Inexact equality comparison: `true` if `norm(x-y) <= max(atol, rtol*max(norm(x), norm(y)))`. The default `atol` is zero and the default `rtol` depends on the types of `x` and `y`. The keyword argument `nans` determines whether or not NaN values are considered equal (defaults to false).

For real or complex floating-point values, if an `atol > 0` is not specified, `rtol` defaults to the square root of [`eps`](@ref) of the type of `x` or `y`, whichever is bigger (least precise). This corresponds to requiring equality of about half of the significand digits.
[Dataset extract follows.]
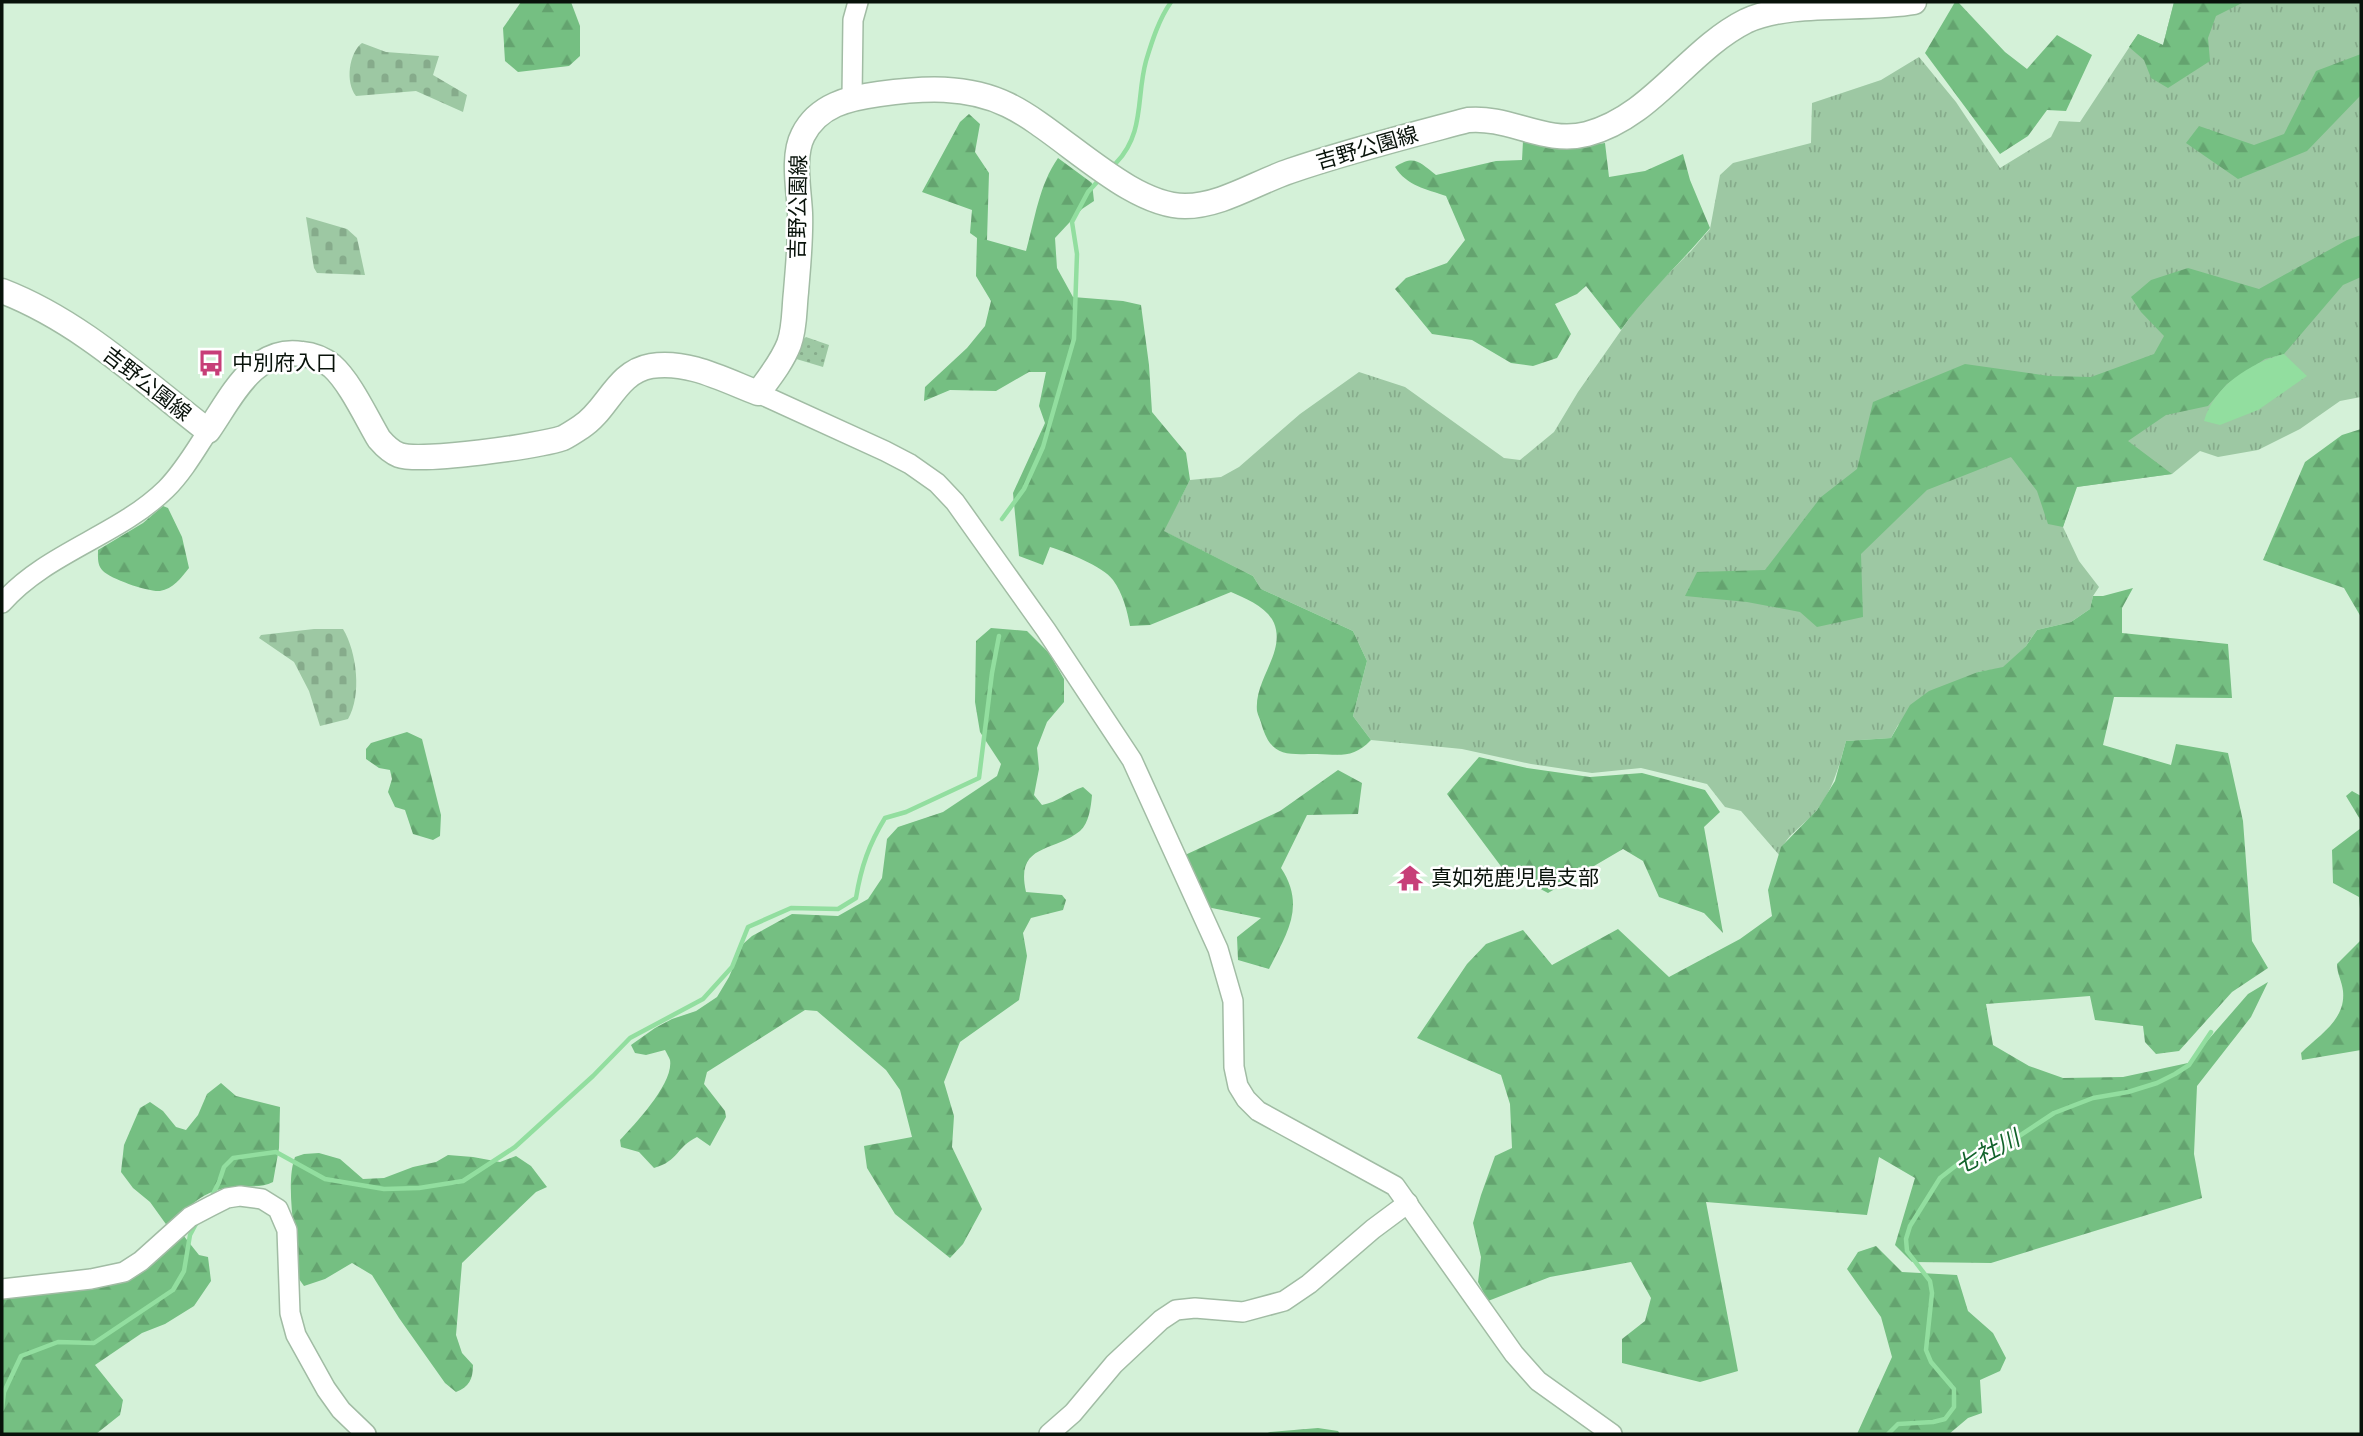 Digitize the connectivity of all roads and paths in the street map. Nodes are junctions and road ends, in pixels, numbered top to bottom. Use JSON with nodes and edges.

Otherwise, e.g. for integer arguments or if an `atol > 0` is supplied, `rtol` defaults to zero.

`x` and `y` may also be arrays of numbers, in which case `norm` defaults to the usual `norm` function in LinearAlgebra, but may be changed by passing a `norm::Function` keyword argument. (For numbers, `norm` is the same thing as `abs`.) When `x` and `y` are arrays, if `norm(x-y)` is not finite (i.e. `±Inf` or `NaN`), the comparison falls back to checking whether all elements of `x` and `y` are approximately equal component-wise.

The binary operator `≈` is equivalent to `isapprox` with the default arguments, and `x ≉ y` is equivalent to `!isapprox(x,y)`.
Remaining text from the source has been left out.